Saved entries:
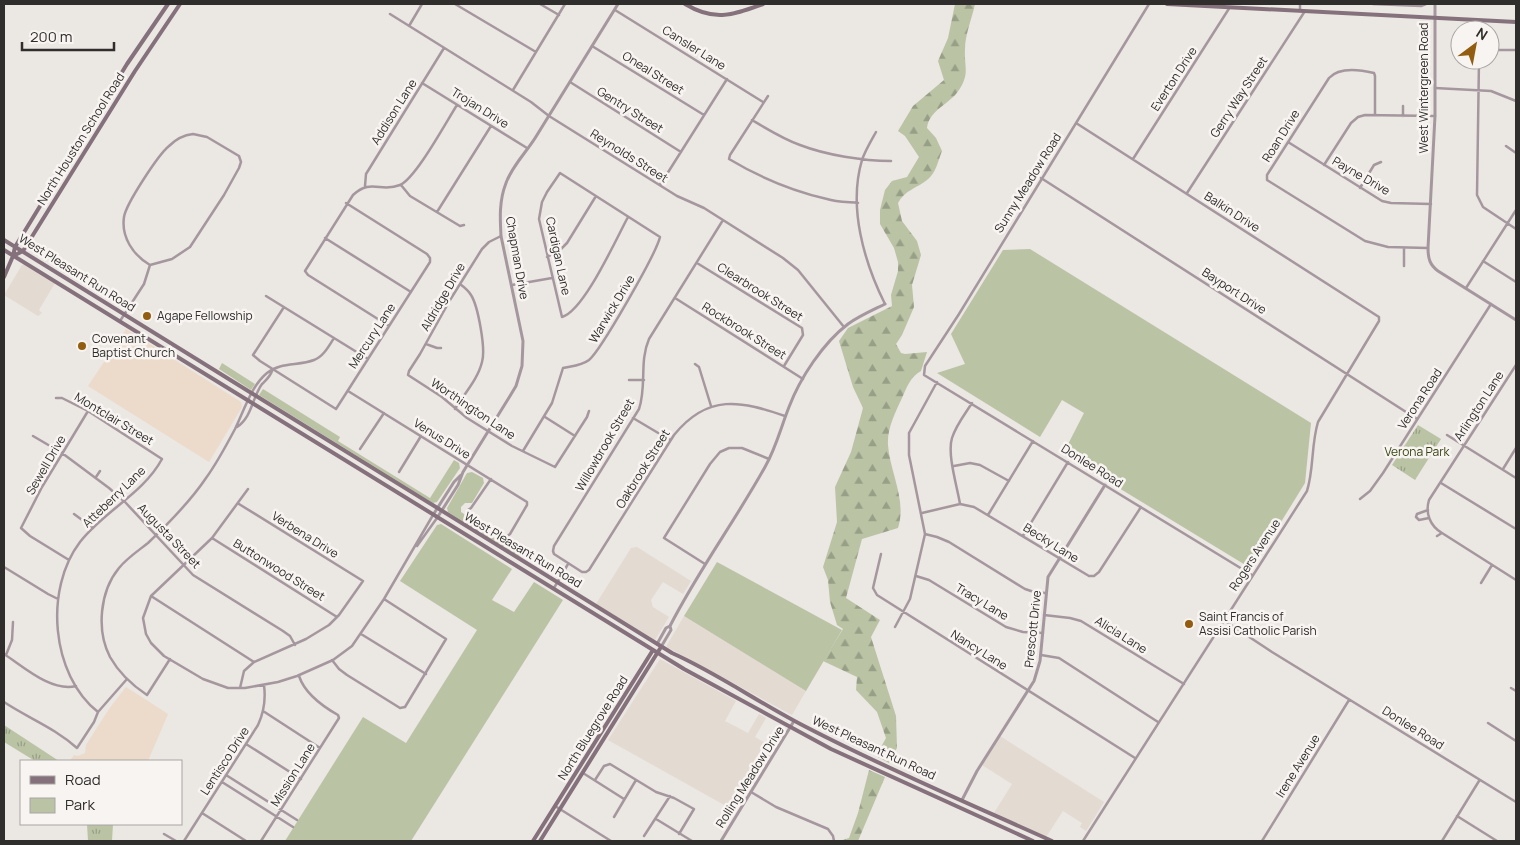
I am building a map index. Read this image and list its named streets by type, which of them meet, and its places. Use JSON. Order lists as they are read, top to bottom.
{
  "streets": {
    "main road": [
      "West Wintergreen Road",
      "North Houston School Road",
      "West Pleasant Run Road",
      "North Bluegrove Road"
    ],
    "street": [
      "Cansler Lane",
      "Oneal Street",
      "Everton Drive",
      "Gerry Way Street",
      "Trojan Drive",
      "Gentry Street",
      "Addison Lane",
      "Roan Drive",
      "Reynolds Street",
      "Payne Drive",
      "Sunny Meadow Road",
      "Balkin Drive",
      "Cardigan Lane",
      "Chapman Drive",
      "Bayport Drive",
      "Clearbrook Street",
      "Aldridge Drive",
      "Warwick Drive",
      "Rockbrook Street",
      "Mercury Lane",
      "Verona Road",
      "Arlington Lane",
      "Worthington Lane",
      "Montclair Street",
      "Venus Drive",
      "Willowbrook Street",
      "Sewell Drive",
      "Donlee Road",
      "Oakbrook Street",
      "Atteberry Lane",
      "Verbena Drive",
      "Augusta Street",
      "Becky Lane",
      "Rogers Avenue",
      "Buttonwood Street",
      "Tracy Lane",
      "Prescott Drive",
      "Alicia Lane",
      "Nancy Lane",
      "Lentisco Drive",
      "Irene Avenue",
      "Mission Lane",
      "Rolling Meadow Drive"
    ]
  },
  "crossings": [
    ["Cansler Lane", "Chapman Drive"],
    ["Oneal Street", "Chapman Drive"],
    ["Everton Drive", "West Wintergreen Road"],
    ["Everton Drive", "Balkin Drive"],
    ["West Wintergreen Road", "Gerry Way Street"],
    ["West Wintergreen Road", "Roan Drive"],
    ["West Wintergreen Road", "Payne Drive"],
    ["West Wintergreen Road", "Verona Road"],
    ["Gerry Way Street", "Balkin Drive"],
    ["Trojan Drive", "Addison Lane"],
    ["Trojan Drive", "Chapman Drive"],
    ["Gentry Street", "Chapman Drive"],
    ["Addison Lane", "Reynolds Street"],
    ["Roan Drive", "Payne Drive"],
    ["North Houston School Road", "West Pleasant Run Road"],
    ["Reynolds Street", "Chapman Drive"],
    ["Reynolds Street", "Willowbrook Street"],
    ["Reynolds Street", "North Bluegrove Road"],
    ["Sunny Meadow Road", "Balkin Drive"],
    ["Sunny Meadow Road", "Bayport Drive"],
    ["Sunny Meadow Road", "Donlee Road"],
    ["Balkin Drive", "Rogers Avenue"],
    ["Cardigan Lane", "Warwick Drive"],
    ["Chapman Drive", "West Pleasant Run Road"],
    ["Chapman Drive", "Aldridge Drive"],
    ["Chapman Drive", "Worthington Lane"],
    ["Chapman Drive", "Venus Drive"],
    ["Chapman Drive", "Lentisco Drive"],
    ["Chapman Drive", "Mission Lane"],
    ["West Pleasant Run Road", "Prescott Drive"],
    ["West Pleasant Run Road", "North Bluegrove Road"],
    ["West Pleasant Run Road", "Rolling Meadow Drive"],
    ["Bayport Drive", "Verona Road"],
    ["Bayport Drive", "Rogers Avenue"],
    ["Clearbrook Street", "Rockbrook Street"],
    ["Clearbrook Street", "Willowbrook Street"],
    ["Aldridge Drive", "Worthington Lane"],
    ["Warwick Drive", "Worthington Lane"],
    ["Rockbrook Street", "Willowbrook Street"],
    ["Rockbrook Street", "North Bluegrove Road"],
    ["Mercury Lane", "Venus Drive"],
    ["Montclair Street", "Sewell Drive"],
    ["Montclair Street", "Atteberry Lane"],
    ["Willowbrook Street", "Oakbrook Street"],
    ["Sewell Drive", "Atteberry Lane"],
    ["Sewell Drive", "Augusta Street"],
    ["Donlee Road", "Becky Lane"],
    ["Donlee Road", "Rogers Avenue"],
    ["Donlee Road", "Prescott Drive"],
    ["Donlee Road", "Irene Avenue"],
    ["Oakbrook Street", "North Bluegrove Road"],
    ["Atteberry Lane", "Augusta Street"],
    ["Verbena Drive", "Buttonwood Street"],
    ["Becky Lane", "Prescott Drive"],
    ["Rogers Avenue", "Alicia Lane"],
    ["Rogers Avenue", "Nancy Lane"],
    ["Tracy Lane", "Prescott Drive"],
    ["Prescott Drive", "Alicia Lane"],
    ["Prescott Drive", "Nancy Lane"]
  ],
  "parks": ["Verona Park"],
  "places": ["Agape Fellowship", "Covenant Baptist Church", "Saint Francis of Assisi Catholic Parish"],
  "legend": ["Road", "Park"],
  "scale_bar": "200 m",
  "north": "top right"
}
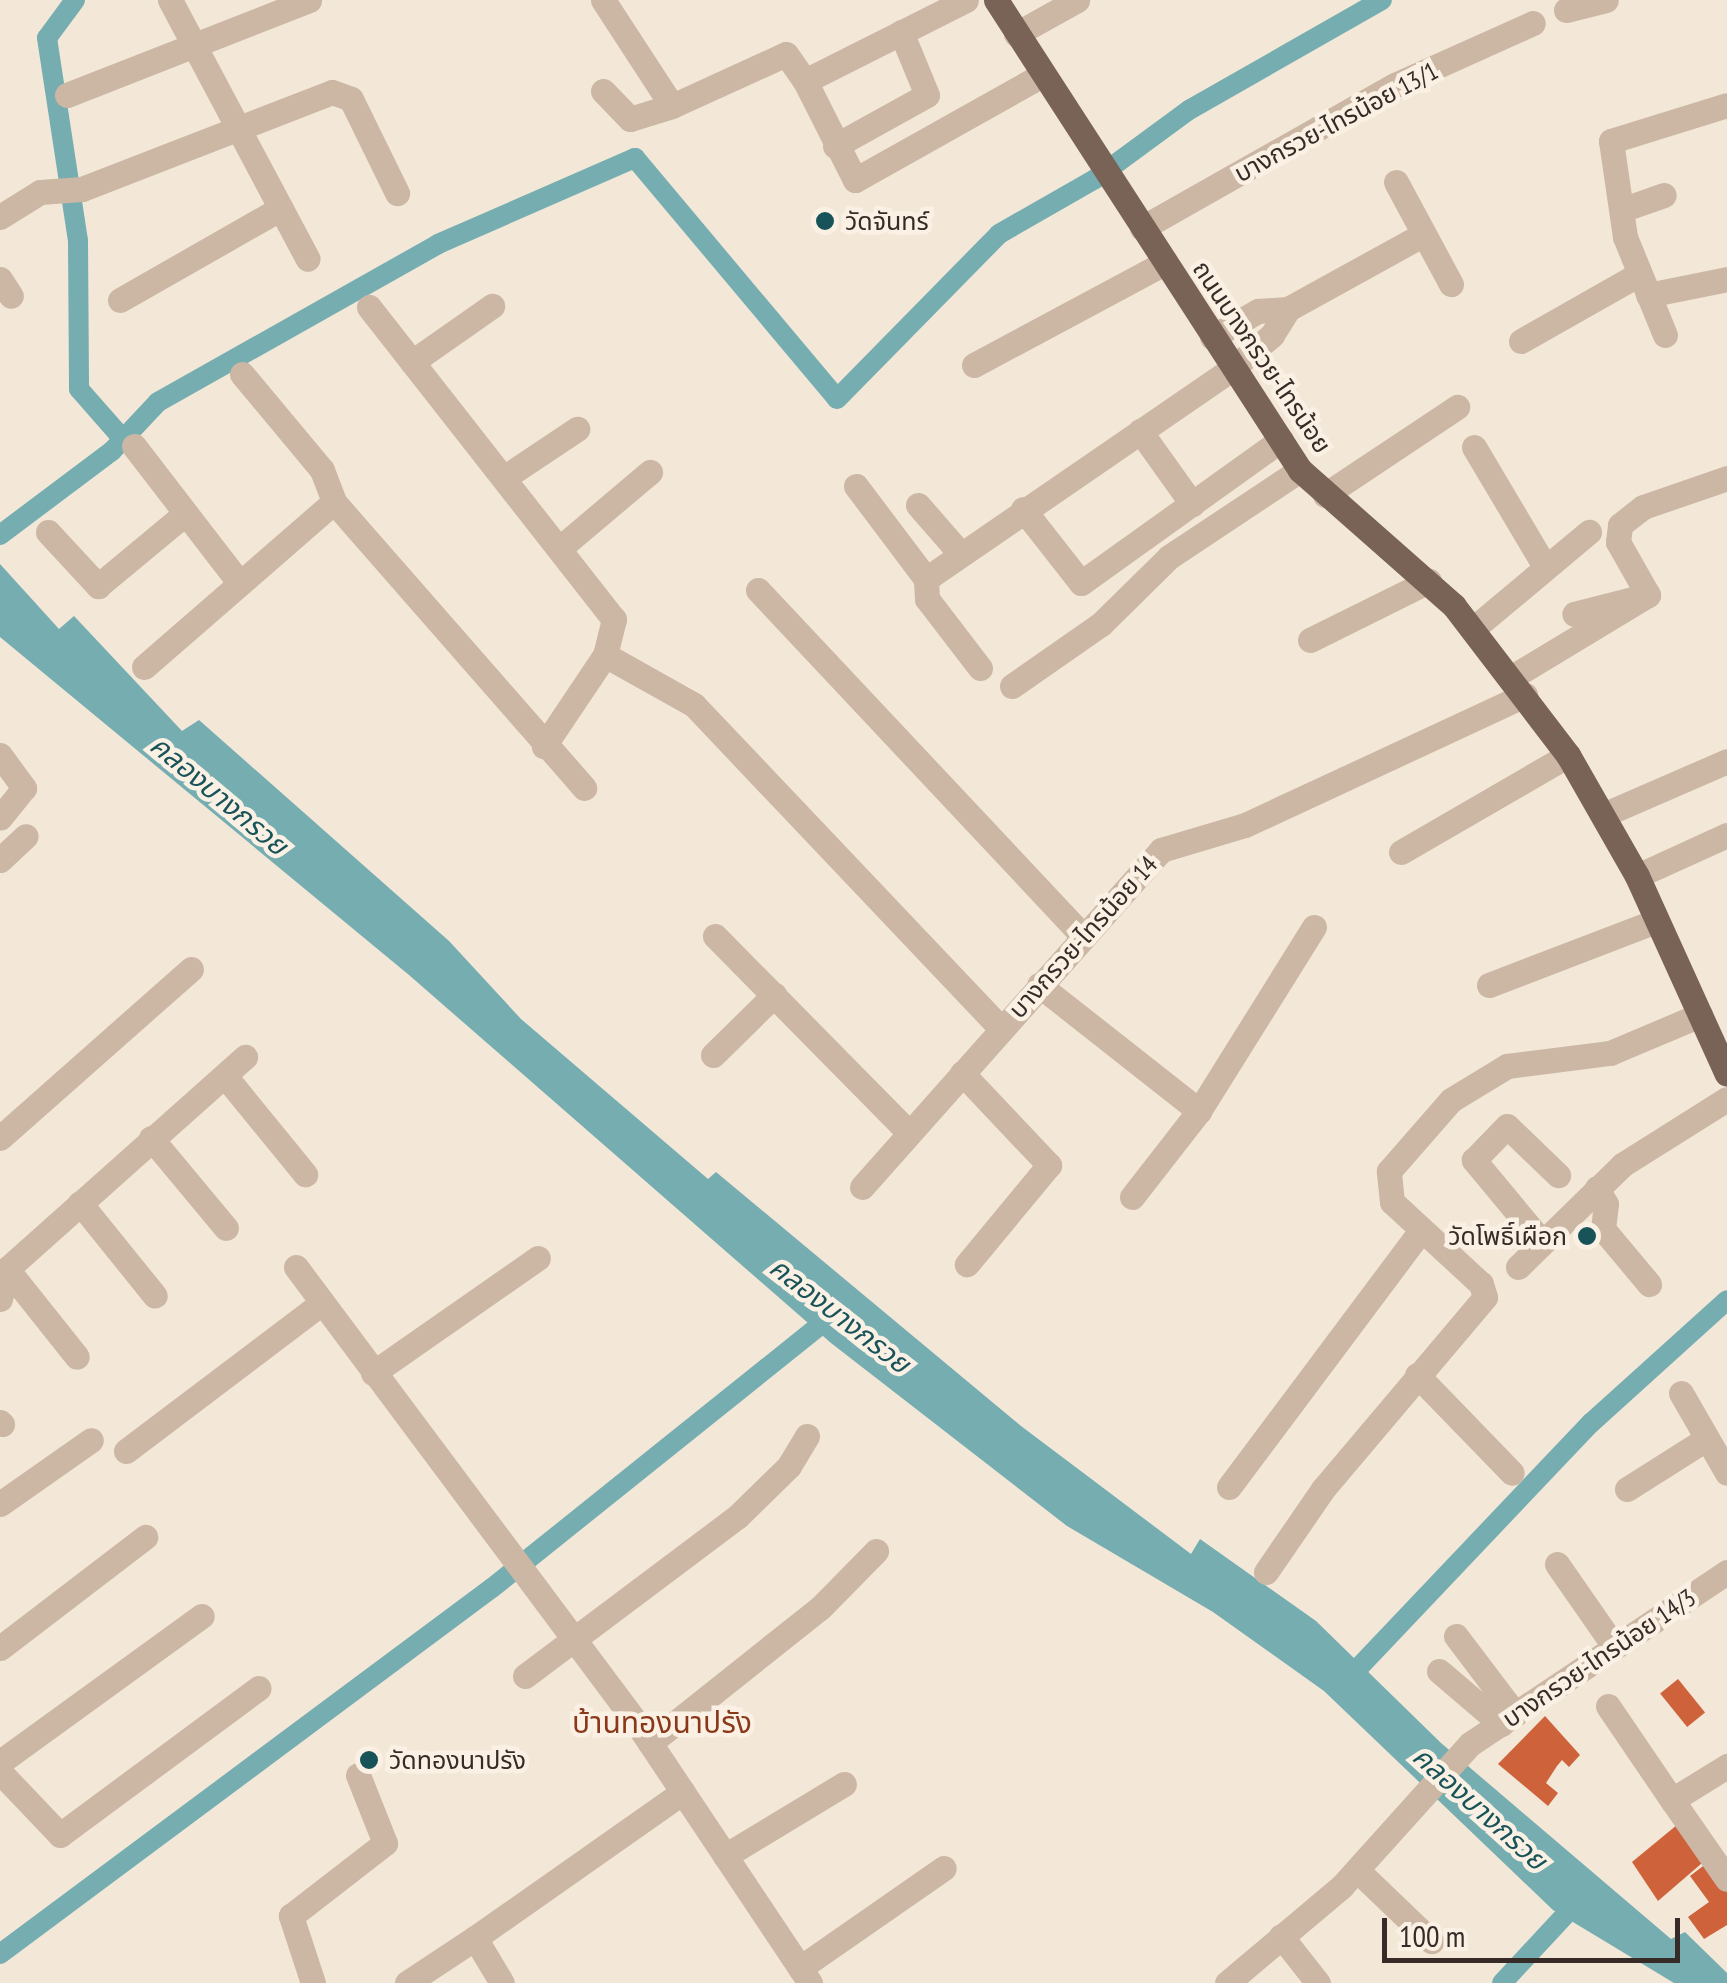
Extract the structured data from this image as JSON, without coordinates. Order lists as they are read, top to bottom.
{
  "streets": {
    "main road": ["ถนนบางกรวย-ไทรน้อย"],
    "street": ["บางกรวย-ไทรน้อย 13/1", "บางกรวย-ไทรน้อย 14", "บางกรวย-ไทรน้อย 14/3"]
  },
  "crossings": [
    ["บางกรวย-ไทรน้อย 13/1", "ถนนบางกรวย-ไทรน้อย"],
    ["ถนนบางกรวย-ไทรน้อย", "บางกรวย-ไทรน้อย 14"]
  ],
  "districts": ["บ้านทองนาปรัง"],
  "water": ["คลองบางกรวย"],
  "places": ["วัดจันทร์", "วัดโพธิ์เผือก", "วัดทองนาปรัง"],
  "scale_bar": "100 m"
}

* [Your objective]:
Except for the pictures, set down each line of the records exactly as it appears.

* [Exercise result]:
I am building a map index. Read this image and list its named streets by type, which of them meet, and its places. Use JSON. Order lists as they are read, top to bottom.
{
  "streets": {
    "main road": [
      "West Wintergreen Road",
      "North Houston School Road",
      "West Pleasant Run Road",
      "North Bluegrove Road"
    ],
    "street": [
      "Cansler Lane",
      "Oneal Street",
      "Everton Drive",
      "Gerry Way Street",
      "Trojan Drive",
      "Gentry Street",
      "Addison Lane",
      "Roan Drive",
      "Reynolds Street",
      "Payne Drive",
      "Sunny Meadow Road",
      "Balkin Drive",
      "Cardigan Lane",
      "Chapman Drive",
      "Bayport Drive",
      "Clearbrook Street",
      "Aldridge Drive",
      "Warwick Drive",
      "Rockbrook Street",
      "Mercury Lane",
      "Verona Road",
      "Arlington Lane",
      "Worthington Lane",
      "Montclair Street",
      "Venus Drive",
      "Willowbrook Street",
      "Sewell Drive",
      "Donlee Road",
      "Oakbrook Street",
      "Atteberry Lane",
      "Verbena Drive",
      "Augusta Street",
      "Becky Lane",
      "Rogers Avenue",
      "Buttonwood Street",
      "Tracy Lane",
      "Prescott Drive",
      "Alicia Lane",
      "Nancy Lane",
      "Lentisco Drive",
      "Irene Avenue",
      "Mission Lane",
      "Rolling Meadow Drive"
    ]
  },
  "crossings": [
    ["Cansler Lane", "Chapman Drive"],
    ["Oneal Street", "Chapman Drive"],
    ["Everton Drive", "West Wintergreen Road"],
    ["Everton Drive", "Balkin Drive"],
    ["West Wintergreen Road", "Gerry Way Street"],
    ["West Wintergreen Road", "Roan Drive"],
    ["West Wintergreen Road", "Payne Drive"],
    ["West Wintergreen Road", "Verona Road"],
    ["Gerry Way Street", "Balkin Drive"],
    ["Trojan Drive", "Addison Lane"],
    ["Trojan Drive", "Chapman Drive"],
    ["Gentry Street", "Chapman Drive"],
    ["Addison Lane", "Reynolds Street"],
    ["Roan Drive", "Payne Drive"],
    ["North Houston School Road", "West Pleasant Run Road"],
    ["Reynolds Street", "Chapman Drive"],
    ["Reynolds Street", "Willowbrook Street"],
    ["Reynolds Street", "North Bluegrove Road"],
    ["Sunny Meadow Road", "Balkin Drive"],
    ["Sunny Meadow Road", "Bayport Drive"],
    ["Sunny Meadow Road", "Donlee Road"],
    ["Balkin Drive", "Rogers Avenue"],
    ["Cardigan Lane", "Warwick Drive"],
    ["Chapman Drive", "West Pleasant Run Road"],
    ["Chapman Drive", "Aldridge Drive"],
    ["Chapman Drive", "Worthington Lane"],
    ["Chapman Drive", "Venus Drive"],
    ["Chapman Drive", "Lentisco Drive"],
    ["Chapman Drive", "Mission Lane"],
    ["West Pleasant Run Road", "Prescott Drive"],
    ["West Pleasant Run Road", "North Bluegrove Road"],
    ["West Pleasant Run Road", "Rolling Meadow Drive"],
    ["Bayport Drive", "Verona Road"],
    ["Bayport Drive", "Rogers Avenue"],
    ["Clearbrook Street", "Rockbrook Street"],
    ["Clearbrook Street", "Willowbrook Street"],
    ["Aldridge Drive", "Worthington Lane"],
    ["Warwick Drive", "Worthington Lane"],
    ["Rockbrook Street", "Willowbrook Street"],
    ["Rockbrook Street", "North Bluegrove Road"],
    ["Mercury Lane", "Venus Drive"],
    ["Montclair Street", "Sewell Drive"],
    ["Montclair Street", "Atteberry Lane"],
    ["Willowbrook Street", "Oakbrook Street"],
    ["Sewell Drive", "Atteberry Lane"],
    ["Sewell Drive", "Augusta Street"],
    ["Donlee Road", "Becky Lane"],
    ["Donlee Road", "Rogers Avenue"],
    ["Donlee Road", "Prescott Drive"],
    ["Donlee Road", "Irene Avenue"],
    ["Oakbrook Street", "North Bluegrove Road"],
    ["Atteberry Lane", "Augusta Street"],
    ["Verbena Drive", "Buttonwood Street"],
    ["Becky Lane", "Prescott Drive"],
    ["Rogers Avenue", "Alicia Lane"],
    ["Rogers Avenue", "Nancy Lane"],
    ["Tracy Lane", "Prescott Drive"],
    ["Prescott Drive", "Alicia Lane"],
    ["Prescott Drive", "Nancy Lane"]
  ],
  "parks": ["Verona Park"],
  "places": ["Agape Fellowship", "Covenant Baptist Church", "Saint Francis of Assisi Catholic Parish"],
  "legend": ["Road", "Park"],
  "scale_bar": "200 m",
  "north": "top right"
}
Extract the structured data from this image as JSON, without coordinates. Order lists as they are read, top to bottom.
{
  "streets": {
    "main road": ["ถนนบางกรวย-ไทรน้อย"],
    "street": ["บางกรวย-ไทรน้อย 13/1", "บางกรวย-ไทรน้อย 14", "บางกรวย-ไทรน้อย 14/3"]
  },
  "crossings": [
    ["บางกรวย-ไทรน้อย 13/1", "ถนนบางกรวย-ไทรน้อย"],
    ["ถนนบางกรวย-ไทรน้อย", "บางกรวย-ไทรน้อย 14"]
  ],
  "districts": ["บ้านทองนาปรัง"],
  "water": ["คลองบางกรวย"],
  "places": ["วัดจันทร์", "วัดโพธิ์เผือก", "วัดทองนาปรัง"],
  "scale_bar": "100 m"
}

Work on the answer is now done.